DOHA, Qatar — When Morocco takes the field Saturday for the World Cup’s quarter final, the team will have not just an entire nation behind them, but a legion of fans throughout the Arab world.
The underdog Atlas Lions, as the team is known, has enjoyed surprising success and become emblematic of this year’s tournament, the first to be held in an Arab or Muslim-majority country.
Morocco is now the last of those left standing and is hoping to beat star-studded Portugal at 10 a.m. ET Saturday to become the first African nation to ever make the semifinals of the men’s soccer tournament.
They knocked out favorite Spain on penalty kicks earlier in the week, an emotional victory that sparked jubilant celebrations from fans at home in Morocco, in Qatar and on the streets of cities across Europe.
For many, the chance to rally behind Morocco offers an opportunity to display regional unity and bring more visibility to some of its causes.
Borhen Bibo, from fellow north African country Tunisia, will be watching and rooting for Morocco.
“We are supporting all the Arabian teams,” he said to NBC News while having coffee and shisha in the crowded old market Souq Waqif, located in the heart of Doha. “We are cooperating since a long time and do have many things in common, like language, like religion.”
Soccer enthusiasts like Bibo from across the Arab world flooded a FIFA Fan Zone — sites where people can drink alcohol in the mostly dry country and watch the games on big screens — for the match against Spain on Tuesday night.
They were energized by Morocco’s huge upset, erupting into cheers when young defender Achraf Hakimi impudently converted the decisive penalty. Hakimi, born in the Madrid suburbs to Moroccan parents and eligible to represent either country, is a fitting star for a team that has helped bring an outpouring of pride in Arab identity from fans who may otherwise feel separated by geopolitical tensions or generational divides.

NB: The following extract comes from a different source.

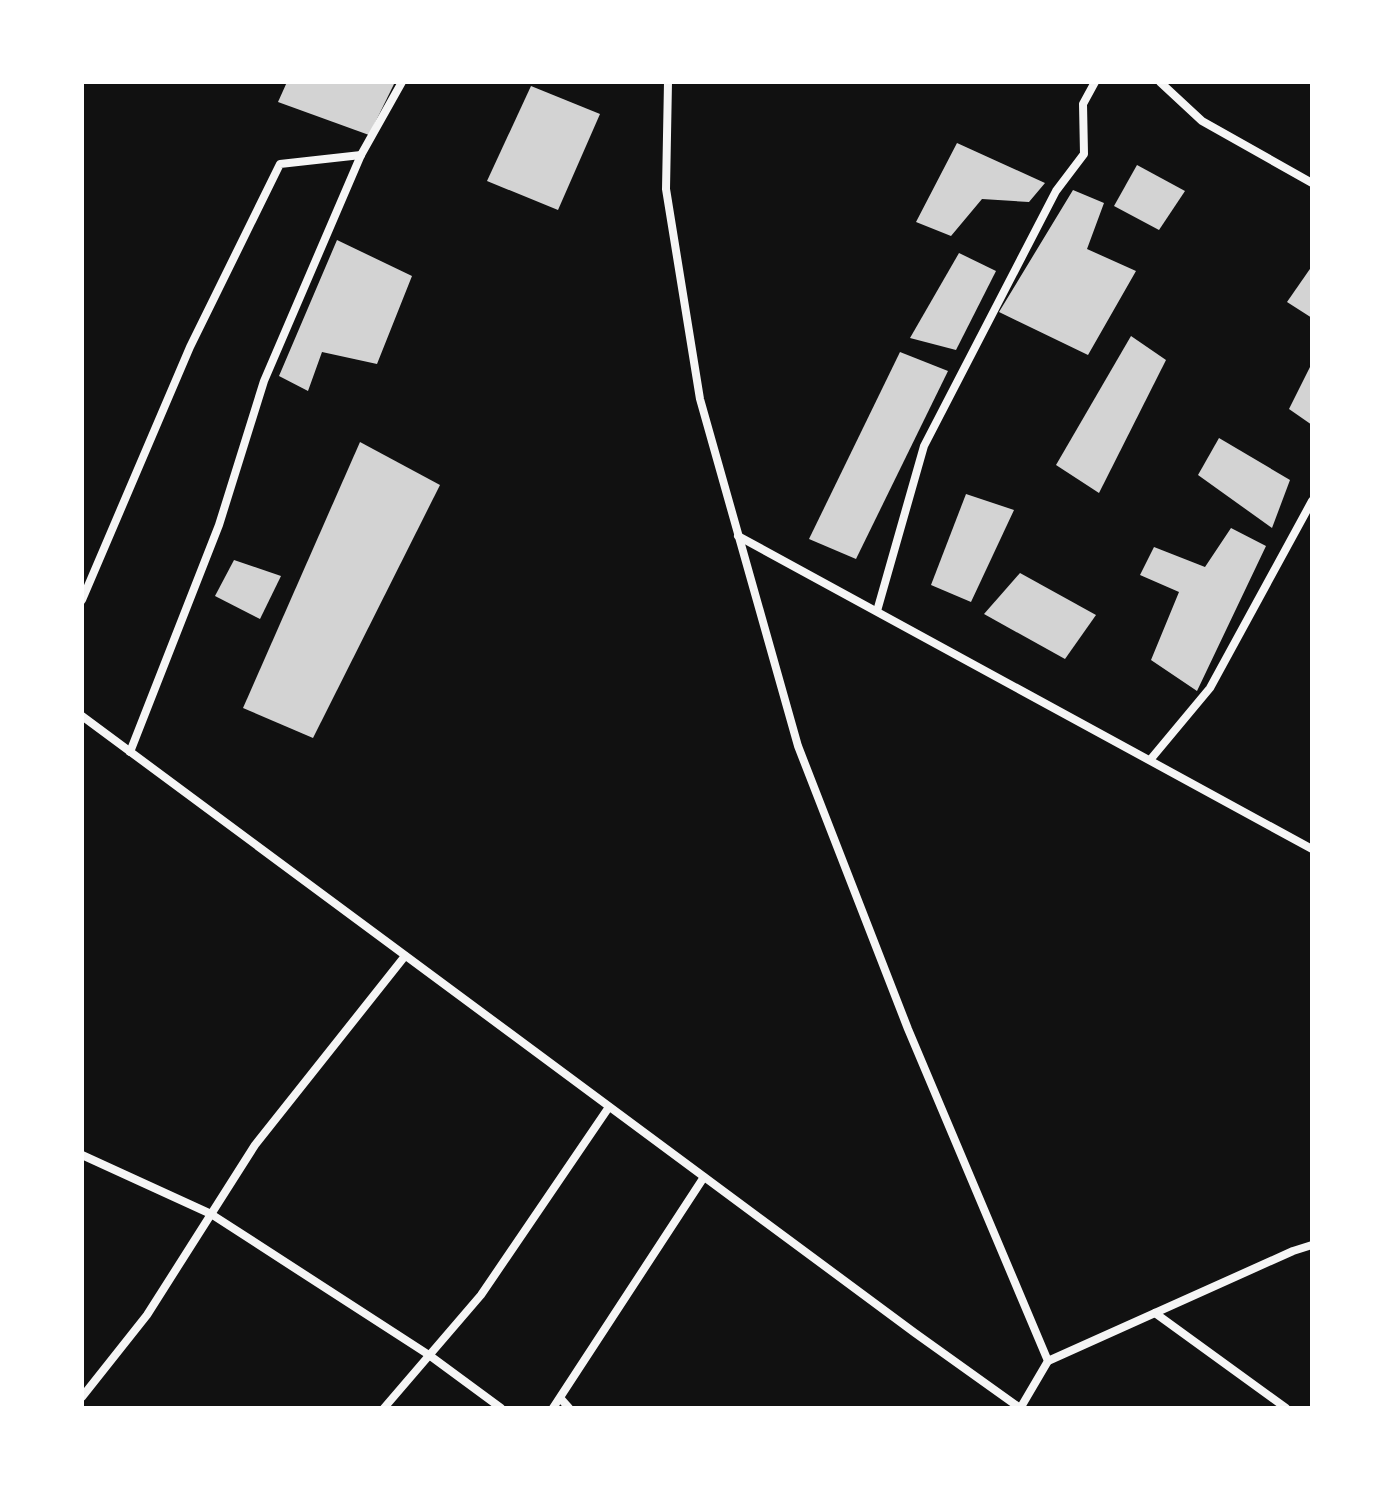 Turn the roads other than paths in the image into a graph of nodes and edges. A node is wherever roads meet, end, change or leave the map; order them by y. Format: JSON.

“It was really awesome to be in the atmosphere. The fans were very noisy and super happy,” Mohammed Al-dubaisi, a Moroccan fan, told NBC News from the Fan Zone that night. “It was very awesome and proud,” he said.

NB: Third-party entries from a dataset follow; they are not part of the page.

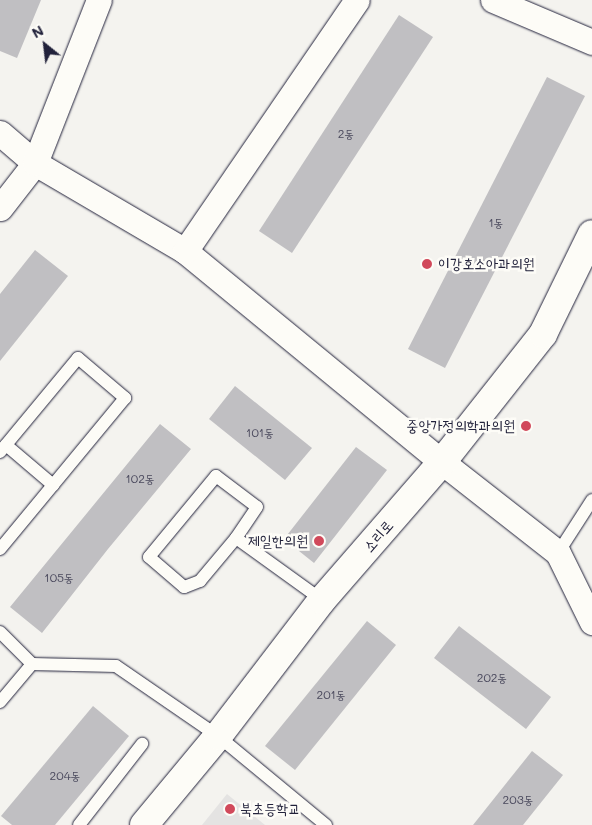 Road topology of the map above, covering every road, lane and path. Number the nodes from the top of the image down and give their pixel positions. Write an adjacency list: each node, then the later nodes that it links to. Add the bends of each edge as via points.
1 (100, 0): 6 (street)
2 (357, 0): 9 (street)
3 (493, 0): 4 (street)
4 (592, 42)
5 (0, 132): 6 (street)
6 (35, 163): 7 (street); 9 (street)
7 (0, 208)
8 (592, 234): 11 (street, 소리로, via 543,334)
9 (185, 251): 11 (street)
10 (3, 448): 12 (lane); 12 (lane, via 78,358 125,398)
11 (442, 462): 16 (street); 17 (street, 소리로)
12 (53, 485): 15 (lane)
13 (592, 500): 16 (lane)
14 (236, 538): 14 (lane, via 257,508 216,476 149,557 184,587 200,580); 17 (lane)
15 (0, 549)
16 (558, 553): 18 (street)
17 (322, 600): 22 (street, 소리로)
18 (592, 622)
19 (0, 632): 20 (lane)
20 (32, 664): 21 (lane); 22 (lane, via 116,666)
21 (0, 702)
22 (218, 736): 25 (street, 소리로); 26 (lane)
23 (142, 744): 24 (lane)
24 (80, 825)
25 (144, 825)
26 (326, 825)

The excitement for Morocco’s progression in the tournament was felt around the world.
Fans in France, England and even Spain spilled into the streets to rejoice, some lighting fireworks.
Teams from the African and Asian continents are less represented at the World Cup than those from the Americas and Europe. Like in 2010, when people from Africa were rooting for the underdog Ghana, Danyel Reiche, a visiting associate professor at Georgetown University in Qatar, said fans from those continents will rally behind the region’s leading team.
And because Qatar is the first Middle Eastern country to host the world’s most popular sporting event, Doha, the country’s capital, has become a hub for ethnic Arab fans to revel in Morocco’s success. Fans from the region of the world are well-represented at the games because of Qatar’s location in the Middle East, which helps Doha feel like home turf.
“What we’re witnessing now is a revitalization of pan-Arabism,” said Reiche, referring to the ideology describing a cultural and political unity among Arab nations which gained prominence in the mid-20th century.
Reiche, who co-authored the book “Qatar and the 2022 FIFA World Cup: Politics, Controversy, Change,” said it’s a “remarkable” development considering the history of tensions in the Arab world.
He pointed to the four countries in the region, Saudi Arabia, Bahrain, UAE and Egypt, that had a blockade against Qatar from 2017 until 2021. The quartet accused Doha of supporting extremist groups in the region, including the Muslim Brotherhood, a charge it denies, and pointed to Qatar’s close relations with regional foe, Iran.
Politics has not been absent from this Arab unity in Qatar, however.
The Moroccan team and their global fanbase are using their platform on the pitch and in the stands to show solidarity with those fighting for Palestinian people.
After their historic win, the Moroccan team posed with a Palestinian flag.
“There is a lot of solidary with the Palestinian cause,” said Reiche.